Though subsidy is generally a dirty word in political circles, being redolent of filthy French practices and the 70s, the diversion of tax revenues to business is a key characteristic of the neoliberal state. During the Thatcher/Major years, these subsidies took a variety of forms but were typically direct subventions to capital, such as preferential tax cuts, export credit guarantees and the like. During the Blair/Brown years, the emphasis shifted towards wage subsidies in the form of working tax credits and other in-work benefits. Though this directs the subsidy to workers, it serves to allow business to reduce payroll costs, hence it had to be augmented by the introduction of a minimum wage to limit the extent to which business could offload costs onto the state.

The difference between the main parties is less about preferring labour over capital and more about Labour preferring the subsidy to be managed centrally by the state, while the Tories prefer the subsidy to be managed decentrally by business, with some businesses benefiting more than others (hence the ideological tension between reductions in corporation tax, which favour big capital, and reductions in employer NICs, which favour small capital). A selective wage subsidy (the approach that Freud was willing to consider) is unlikely to find support with either party, which highlights the degree to which managerialists like Freud remain politically tone-deaf. For Labour, it undermines the national minimum wage, while for the Tories it opens up the prospect of businesses (particularly SMEs that abhor "diversity" as political correctness gone mad) being criticised for not hiring disabled workers when they are so "cheap".

Wage subsidies do not appear to boost employment generally, though they can help increase employment among targeted groups, such as the young or disabled. Rather than lowering the cost of labour and thus boosting employer demand for workers, selective wage subsidies appear to encourage substitution and the reduction of labour costs, thus boosting profit margins. A positive impact on aggregate demand is possible with a universal wage subsidy, but that would in practice be no different to an across the board subsidy to consumption, which could probably be achieved more efficiently via a basic income. The evolution of working tax credits and other benefits into a universal credit is one route by which that may come about.

An implication of the Freud gaffe is that there may be work currently not being done because it has a value lower than the minimum wage, however there is no evidence that this is so.

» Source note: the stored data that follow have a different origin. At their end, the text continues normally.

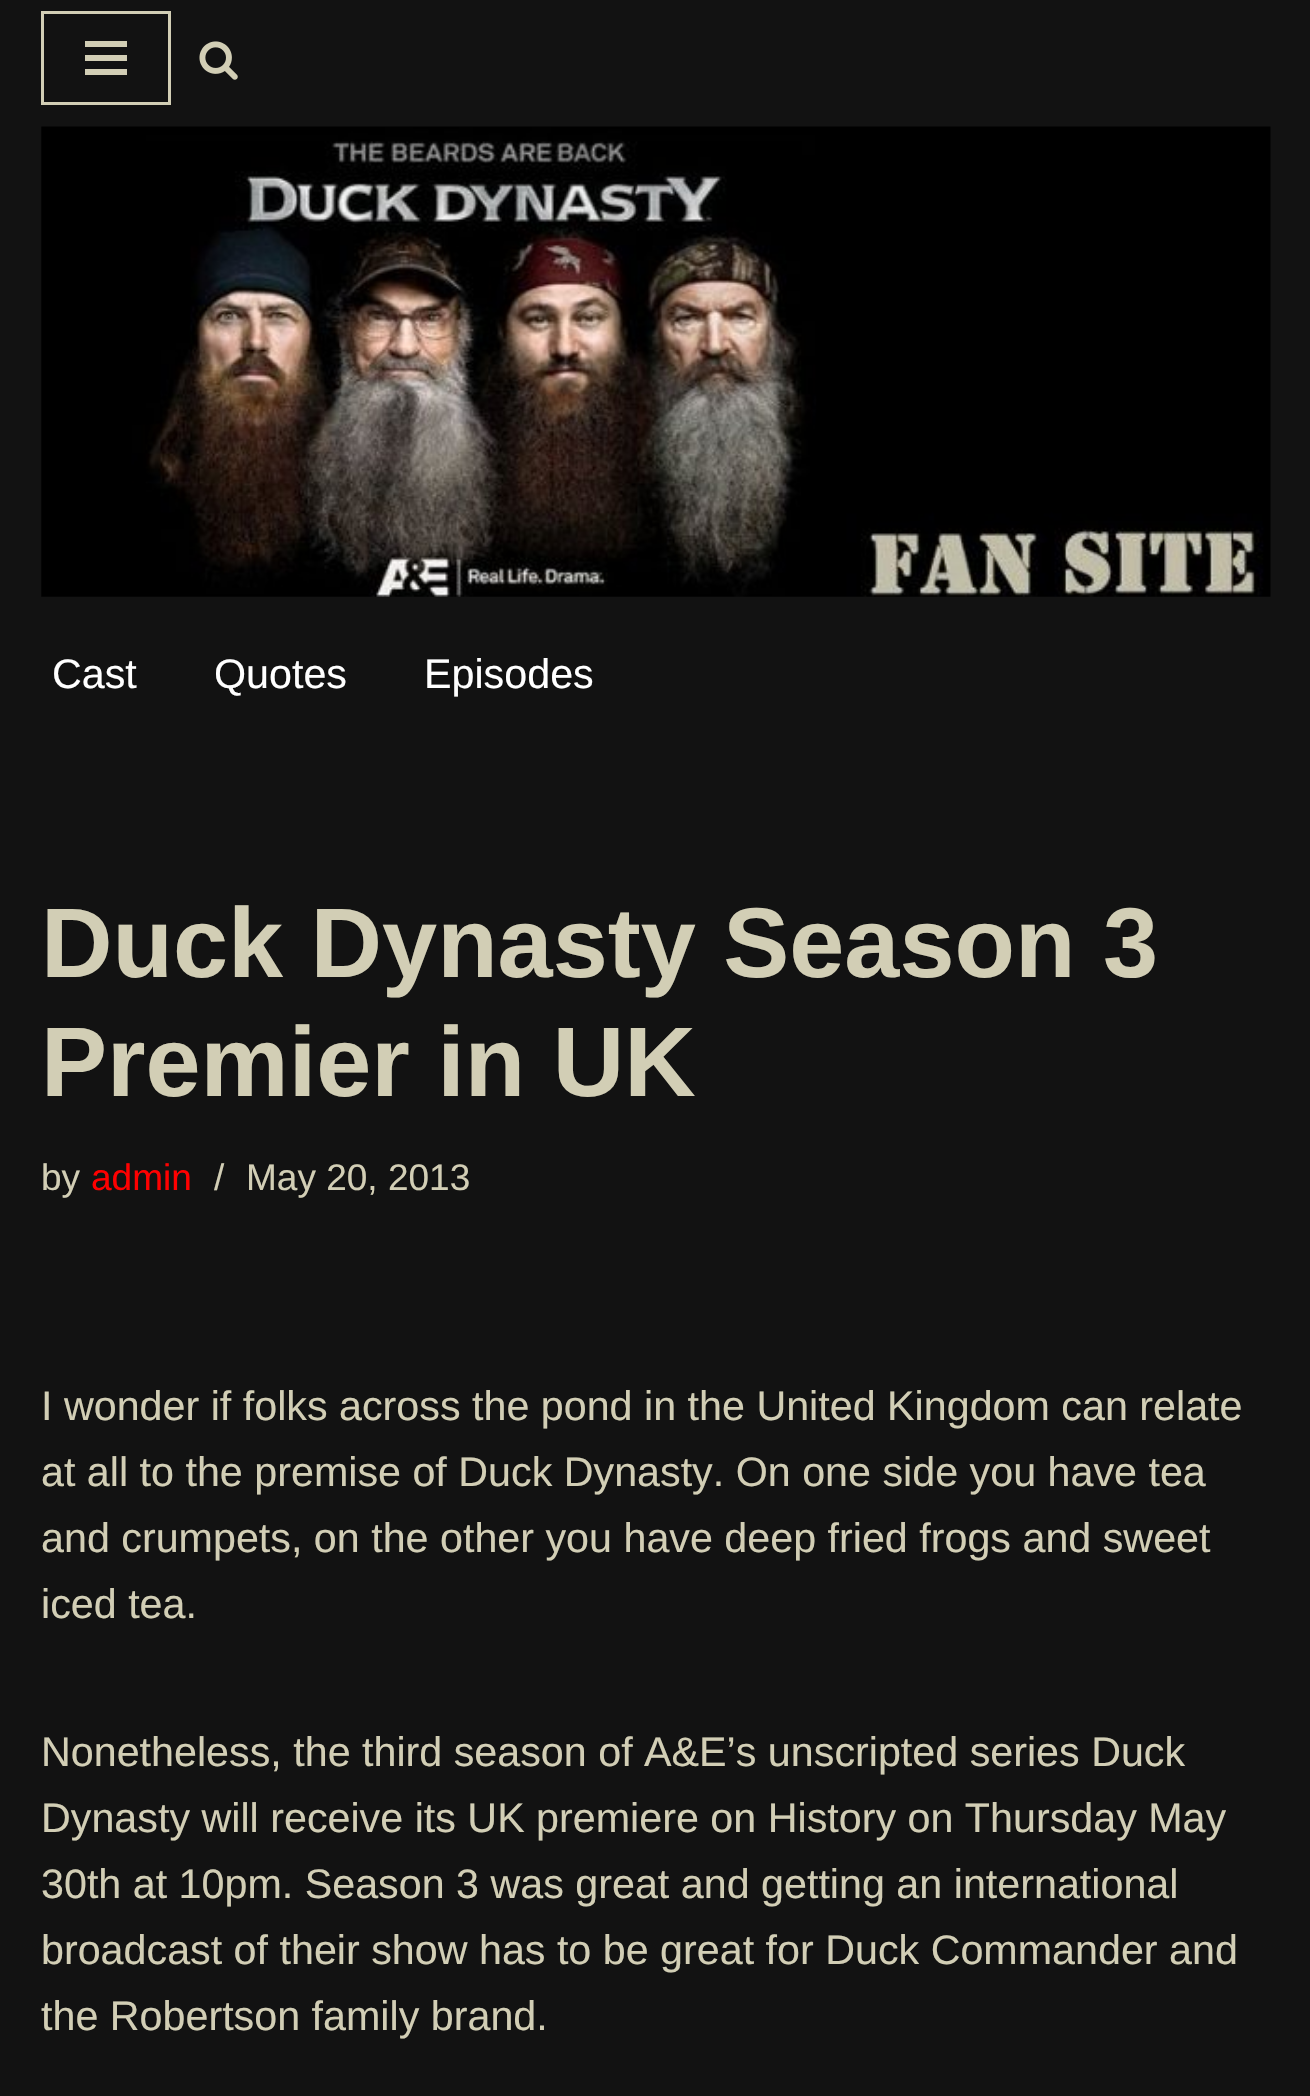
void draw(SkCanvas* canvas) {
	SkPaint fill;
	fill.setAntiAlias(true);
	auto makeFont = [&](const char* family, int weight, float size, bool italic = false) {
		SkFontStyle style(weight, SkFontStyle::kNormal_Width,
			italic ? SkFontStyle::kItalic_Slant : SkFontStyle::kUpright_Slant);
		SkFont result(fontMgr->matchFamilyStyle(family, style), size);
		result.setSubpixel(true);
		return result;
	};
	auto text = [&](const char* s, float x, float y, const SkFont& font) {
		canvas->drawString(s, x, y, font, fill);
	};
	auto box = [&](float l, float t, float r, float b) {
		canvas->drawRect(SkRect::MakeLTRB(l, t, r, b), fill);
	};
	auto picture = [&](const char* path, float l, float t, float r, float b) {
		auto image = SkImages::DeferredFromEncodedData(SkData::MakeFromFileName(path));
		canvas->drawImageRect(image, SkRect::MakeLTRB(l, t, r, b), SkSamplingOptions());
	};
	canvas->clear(0xFF121212);
	fill.setStyle(SkPaint::kStroke_Style);
	fill.setStrokeWidth(3);
	fill.setColor(0xFFD2CEB5);
	canvas->drawRect(SkRect::MakeLTRB(42.5f, 12.5f, 169.5f, 103.5f), fill);
	fill.setStyle(SkPaint::kFill_Style);
	box(85, 41, 127, 47);
	box(85, 55, 127, 61);
	box(85, 69, 127, 75);
	picture("image0.png", 199, 41, 238, 80);
	picture("image1.png", 41, 126, 1271, 597);
	auto font1 = makeFont("Liberation Sans", 400, 41.25f);
	fill.setColor(0xFFFFFFFF);
	text("Cast", 52, 688, font1);
	text("Quotes", 214, 688, font1);
	text("Episodes", 424, 688, font1);
	auto font2 = makeFont("Liberation Sans", 700, 99);
	fill.setColor(0xFFD2CEB5);
	text("Duck Dynasty Season 3", 41, 977, font2);
	text("Premier in UK", 41, 1096, font2);
	auto font3 = makeFont("Liberation Sans", 400, 37);
	text("by", 41, 1190, font3);
	fill.setColor(0xFFFF0000);
	text("admin", 91, 1190, font3);
	fill.setColor(0xFFD2CEB5);
	text("/", 214, 1190, font3);
	text("May 20, 2013", 246, 1190, font3);
	text("I wonder if folks across the pond in the United Kingdom can relate", 41, 1420, font1);
	text("at all to the premise of Duck Dynasty. On one side you have tea", 41, 1486, font1);
	text("and crumpets, on the other you have deep fried frogs and sweet", 41, 1552, font1);
	text("iced tea.", 41, 1618, font1);
	text("Nonetheless, the third season of A&E’s unscripted series Duck", 41, 1766, font1);
	text("Dynasty will receive its UK premiere on History on Thursday May", 41, 1832, font1);
	text("30th at 10pm. Season 3 was great and getting an international", 41, 1898, font1);
	text("broadcast of their show has to be great for Duck Commander and", 41, 1964, font1);
	text("the Robertson family brand.", 41, 2030, font1);
}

When workers are paid a pittance, this usually reflects the strength of the employer not the marginal value of the work. Just as the introduction of the national minimum wage in 1999 did not destroy jobs, so the subsidisation of wages (through in-work benefits) did not bring a slew of previously uneconomic jobs into the labour market. Instead, it simply allowed many existing jobs to be kept at the minimum wage, thus boosting corporate profits.

Since 1999, the number of NMW jobs has doubled from 2.5% to 5% of the labour force, which translates into 1.2 million workers. That increase is not down to the weak post-2008 recovery alone. Rather there has been a steady increase since 2003 when the figure had dropped to 1.8%. Similarly, there has been a steady increase in jobs paid at marginally over the NMW, with those at up to 110% of the minimum now accounting for almost 12% of the workforce. If this trajectory continues, it will make future governments even more reluctant to significantly increase the minimum wage because of the quantum effect, which explains Ed Miliband's underwhelming promise to increase the main rate to only £8 by 2020.

I don't think Freud's clumsy language indicates that he is any more callous or stupid than your average unelected neoliberal chancer, rather it suggests that the political caste are only too well aware that we are building a low-wage economy in which the institutionalised dole, once directed to the unemployed and the unwilling, must in future be directed as much towards the employed and the willing. Increasingly, just having a job is no longer an indication of worth. As self-employment and piecemeal jobs proliferate, the boundary between work and non-work becomes ever more porous and the media dichotomy between strivers and shirkers ever more ridiculous.